L’Académie considère que, malgré les progrès significatifs représentés par la réforme de 2010, une réforme ambitieuse de l’enseignement des sciences économiques demeure indispensable. Plusieurs aspects sont à souligner.

  • Il est essentiel non seulement de maintenir, mais en fait de renforcer le poids des sciences économiques dans l’enseignement secondaire. Il est impossible à un citoyen de participer pleinement à l’exercice de la démocratie sans une compréhension réelle des grands enjeux économiques ; et les outils nécessaires à cette compréhension devraient être offerts à l’ensemble des élèves.

  • Il est indispensable de repenser de façon globale le contenu de l’enseignement. Malgré les préconisations des rapports de 2008, malgré les intentions louables affichées par la dernière réforme des programmes, cet enseignement continue à témoigner d’une ambition encyclopédique démesurée, illusoire et finalement néfaste.

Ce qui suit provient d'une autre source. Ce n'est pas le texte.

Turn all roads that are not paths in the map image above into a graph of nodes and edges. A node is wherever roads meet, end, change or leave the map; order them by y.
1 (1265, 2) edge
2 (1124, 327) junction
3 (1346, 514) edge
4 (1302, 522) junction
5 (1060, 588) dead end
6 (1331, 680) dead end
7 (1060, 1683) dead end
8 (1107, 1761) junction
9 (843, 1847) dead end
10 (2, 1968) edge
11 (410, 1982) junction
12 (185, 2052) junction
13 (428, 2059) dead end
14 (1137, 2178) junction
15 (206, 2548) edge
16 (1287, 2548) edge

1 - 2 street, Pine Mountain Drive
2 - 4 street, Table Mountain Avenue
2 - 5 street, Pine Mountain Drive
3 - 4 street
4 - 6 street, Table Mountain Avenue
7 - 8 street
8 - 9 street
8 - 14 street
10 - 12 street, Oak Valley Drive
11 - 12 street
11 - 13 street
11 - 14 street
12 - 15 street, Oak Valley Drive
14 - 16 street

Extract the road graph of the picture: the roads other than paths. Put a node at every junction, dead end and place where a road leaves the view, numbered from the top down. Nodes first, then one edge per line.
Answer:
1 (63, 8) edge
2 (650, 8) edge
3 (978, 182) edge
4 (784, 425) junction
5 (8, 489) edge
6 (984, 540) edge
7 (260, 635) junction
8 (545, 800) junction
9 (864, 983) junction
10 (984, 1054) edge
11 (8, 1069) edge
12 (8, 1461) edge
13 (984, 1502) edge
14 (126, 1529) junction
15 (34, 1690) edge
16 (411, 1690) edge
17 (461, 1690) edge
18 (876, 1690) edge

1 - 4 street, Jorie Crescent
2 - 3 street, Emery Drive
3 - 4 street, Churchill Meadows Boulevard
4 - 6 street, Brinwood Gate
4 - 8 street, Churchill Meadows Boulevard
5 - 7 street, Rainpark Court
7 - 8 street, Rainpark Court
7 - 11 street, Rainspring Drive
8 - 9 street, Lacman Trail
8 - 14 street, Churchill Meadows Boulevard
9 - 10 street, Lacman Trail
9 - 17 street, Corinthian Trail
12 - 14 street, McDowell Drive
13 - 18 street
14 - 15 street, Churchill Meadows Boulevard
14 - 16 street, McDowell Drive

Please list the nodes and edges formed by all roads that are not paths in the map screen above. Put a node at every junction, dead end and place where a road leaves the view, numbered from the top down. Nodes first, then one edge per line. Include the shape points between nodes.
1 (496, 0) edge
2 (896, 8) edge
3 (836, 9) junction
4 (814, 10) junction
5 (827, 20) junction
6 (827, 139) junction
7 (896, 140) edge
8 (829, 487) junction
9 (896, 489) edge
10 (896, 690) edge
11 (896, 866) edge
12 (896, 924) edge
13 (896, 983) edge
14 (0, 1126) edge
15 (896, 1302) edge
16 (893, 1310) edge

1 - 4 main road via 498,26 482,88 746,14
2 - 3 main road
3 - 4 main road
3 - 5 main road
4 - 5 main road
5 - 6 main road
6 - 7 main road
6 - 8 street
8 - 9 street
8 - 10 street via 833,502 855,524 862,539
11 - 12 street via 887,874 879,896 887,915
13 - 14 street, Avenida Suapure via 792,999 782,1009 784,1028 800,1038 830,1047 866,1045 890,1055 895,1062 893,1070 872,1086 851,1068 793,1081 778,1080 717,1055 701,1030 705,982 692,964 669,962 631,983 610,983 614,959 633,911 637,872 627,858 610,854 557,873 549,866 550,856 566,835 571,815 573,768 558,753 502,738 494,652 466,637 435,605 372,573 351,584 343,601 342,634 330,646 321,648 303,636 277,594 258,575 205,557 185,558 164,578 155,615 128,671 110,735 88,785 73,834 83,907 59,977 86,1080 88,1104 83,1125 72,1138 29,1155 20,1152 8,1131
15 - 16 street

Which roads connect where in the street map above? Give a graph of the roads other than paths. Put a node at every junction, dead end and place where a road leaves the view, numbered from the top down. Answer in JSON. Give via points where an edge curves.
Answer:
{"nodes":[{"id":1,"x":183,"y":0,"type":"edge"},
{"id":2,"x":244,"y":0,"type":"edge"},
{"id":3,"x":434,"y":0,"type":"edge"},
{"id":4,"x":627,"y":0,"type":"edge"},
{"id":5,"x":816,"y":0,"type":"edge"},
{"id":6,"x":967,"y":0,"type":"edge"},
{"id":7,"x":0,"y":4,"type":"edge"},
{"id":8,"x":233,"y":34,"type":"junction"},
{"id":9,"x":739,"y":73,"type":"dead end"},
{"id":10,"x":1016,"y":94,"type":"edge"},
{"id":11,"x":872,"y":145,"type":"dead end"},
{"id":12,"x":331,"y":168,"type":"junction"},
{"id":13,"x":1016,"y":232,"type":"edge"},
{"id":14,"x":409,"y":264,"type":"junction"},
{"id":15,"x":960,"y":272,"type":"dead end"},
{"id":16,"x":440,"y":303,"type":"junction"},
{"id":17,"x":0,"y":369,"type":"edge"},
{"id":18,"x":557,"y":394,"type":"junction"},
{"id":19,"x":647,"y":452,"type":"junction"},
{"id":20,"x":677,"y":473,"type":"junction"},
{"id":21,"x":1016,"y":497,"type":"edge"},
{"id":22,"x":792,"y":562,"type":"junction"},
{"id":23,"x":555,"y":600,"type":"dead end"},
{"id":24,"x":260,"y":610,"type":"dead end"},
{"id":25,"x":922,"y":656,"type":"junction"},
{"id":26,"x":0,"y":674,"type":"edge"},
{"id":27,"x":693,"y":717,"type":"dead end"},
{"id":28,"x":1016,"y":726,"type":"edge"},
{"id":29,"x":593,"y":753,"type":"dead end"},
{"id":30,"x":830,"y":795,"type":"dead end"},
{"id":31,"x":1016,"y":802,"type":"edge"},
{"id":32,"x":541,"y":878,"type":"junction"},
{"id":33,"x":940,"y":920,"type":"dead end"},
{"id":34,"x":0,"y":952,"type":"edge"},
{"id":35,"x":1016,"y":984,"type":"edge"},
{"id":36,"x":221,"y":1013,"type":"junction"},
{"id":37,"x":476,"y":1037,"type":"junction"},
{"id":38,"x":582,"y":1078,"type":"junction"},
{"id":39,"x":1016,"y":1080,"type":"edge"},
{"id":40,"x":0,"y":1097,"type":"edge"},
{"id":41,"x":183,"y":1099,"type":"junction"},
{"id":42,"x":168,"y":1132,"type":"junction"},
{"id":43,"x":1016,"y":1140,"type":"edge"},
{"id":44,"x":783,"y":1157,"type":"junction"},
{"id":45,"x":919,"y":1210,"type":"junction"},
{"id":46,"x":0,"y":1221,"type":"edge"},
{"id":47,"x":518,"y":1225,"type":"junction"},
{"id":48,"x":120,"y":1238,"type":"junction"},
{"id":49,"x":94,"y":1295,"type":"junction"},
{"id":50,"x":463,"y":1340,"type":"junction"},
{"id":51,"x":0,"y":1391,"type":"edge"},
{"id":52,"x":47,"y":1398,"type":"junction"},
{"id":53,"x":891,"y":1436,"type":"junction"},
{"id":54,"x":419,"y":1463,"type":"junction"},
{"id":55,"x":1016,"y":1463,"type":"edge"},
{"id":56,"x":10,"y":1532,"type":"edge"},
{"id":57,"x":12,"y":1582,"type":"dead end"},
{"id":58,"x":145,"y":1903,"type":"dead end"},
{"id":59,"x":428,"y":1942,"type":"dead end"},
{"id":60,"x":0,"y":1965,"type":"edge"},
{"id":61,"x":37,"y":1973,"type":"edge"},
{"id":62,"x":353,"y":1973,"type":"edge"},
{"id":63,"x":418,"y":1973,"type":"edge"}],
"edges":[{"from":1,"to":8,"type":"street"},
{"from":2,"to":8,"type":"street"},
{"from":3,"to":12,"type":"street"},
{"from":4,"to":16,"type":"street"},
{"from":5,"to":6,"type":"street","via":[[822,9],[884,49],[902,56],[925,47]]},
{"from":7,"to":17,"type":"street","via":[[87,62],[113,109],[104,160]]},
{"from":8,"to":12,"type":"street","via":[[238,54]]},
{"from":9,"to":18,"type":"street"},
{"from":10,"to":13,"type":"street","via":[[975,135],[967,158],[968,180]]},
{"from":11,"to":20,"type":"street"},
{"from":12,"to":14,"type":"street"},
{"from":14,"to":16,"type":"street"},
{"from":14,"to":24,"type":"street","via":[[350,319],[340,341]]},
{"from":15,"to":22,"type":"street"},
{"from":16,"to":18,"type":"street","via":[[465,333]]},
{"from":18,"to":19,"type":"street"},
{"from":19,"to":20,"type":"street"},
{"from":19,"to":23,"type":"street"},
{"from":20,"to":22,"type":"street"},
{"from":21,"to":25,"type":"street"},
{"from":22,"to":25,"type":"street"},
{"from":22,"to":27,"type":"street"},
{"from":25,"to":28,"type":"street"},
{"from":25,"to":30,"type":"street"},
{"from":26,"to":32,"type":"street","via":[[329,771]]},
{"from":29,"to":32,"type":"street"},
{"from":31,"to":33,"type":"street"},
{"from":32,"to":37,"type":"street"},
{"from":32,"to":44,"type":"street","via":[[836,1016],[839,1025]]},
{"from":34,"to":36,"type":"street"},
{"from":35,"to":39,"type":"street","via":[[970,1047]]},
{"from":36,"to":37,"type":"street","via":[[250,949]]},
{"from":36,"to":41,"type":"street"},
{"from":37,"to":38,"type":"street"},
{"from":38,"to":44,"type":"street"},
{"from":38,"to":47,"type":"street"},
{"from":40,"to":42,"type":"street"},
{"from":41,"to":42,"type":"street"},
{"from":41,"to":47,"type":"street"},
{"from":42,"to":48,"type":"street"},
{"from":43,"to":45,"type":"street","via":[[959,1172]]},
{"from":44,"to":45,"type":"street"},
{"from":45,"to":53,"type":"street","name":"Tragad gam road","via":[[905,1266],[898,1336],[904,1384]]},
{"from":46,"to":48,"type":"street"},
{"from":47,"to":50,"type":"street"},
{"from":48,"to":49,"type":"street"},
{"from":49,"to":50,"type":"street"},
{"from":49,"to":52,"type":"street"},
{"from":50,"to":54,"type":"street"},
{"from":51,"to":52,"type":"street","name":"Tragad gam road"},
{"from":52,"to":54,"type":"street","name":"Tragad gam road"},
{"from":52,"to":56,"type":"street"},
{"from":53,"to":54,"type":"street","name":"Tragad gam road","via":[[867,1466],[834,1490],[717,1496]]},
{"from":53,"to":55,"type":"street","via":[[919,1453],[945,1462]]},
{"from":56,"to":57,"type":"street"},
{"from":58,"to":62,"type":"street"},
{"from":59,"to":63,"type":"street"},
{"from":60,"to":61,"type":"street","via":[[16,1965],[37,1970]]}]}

Il faut renoncer à parler superficiellement de tout, pour consacrer beaucoup plus de temps, d’efforts et de pédagogie aux concepts et mécanismes de base ; en bref, apprendre aux élèves non à répéter des opinions convenues, mais bien plutôt à raisonner en économistes.

  • Le programme doit présenter une définition générale de la science économique qui mette l’accent sur le triptyque objectifs/ressources/contraintes et sur l’allocation optimale de ressources rares.

  • Il convient de réaffirmer que le savoir économique contemporain repose avant tout sur une compréhension profonde des concepts et de mécanismes fondamentaux, dont :

    • Le fonctionnement des mécanismes de marché, c’est-à-dire essentiellement la formation des prix par équilibre entre offre et demande. Ce sujet est indépendant de tout jugement normatif ; que l’on soutienne la réglementation des marchés ou que l’on s’y oppose, il est de toute façon indispensable d’en comprendre le fonctionnement.

    • Le fonctionnement de l’entreprise.

    • Les incitations économiques, et leur rôle central dans le comportement des individus.

    • Le risque, l’aversion au risque, la diversification et le partage du risque.

    • Les comportements stratégiques, tels qu’ils sont analysés dans la théorie des jeux.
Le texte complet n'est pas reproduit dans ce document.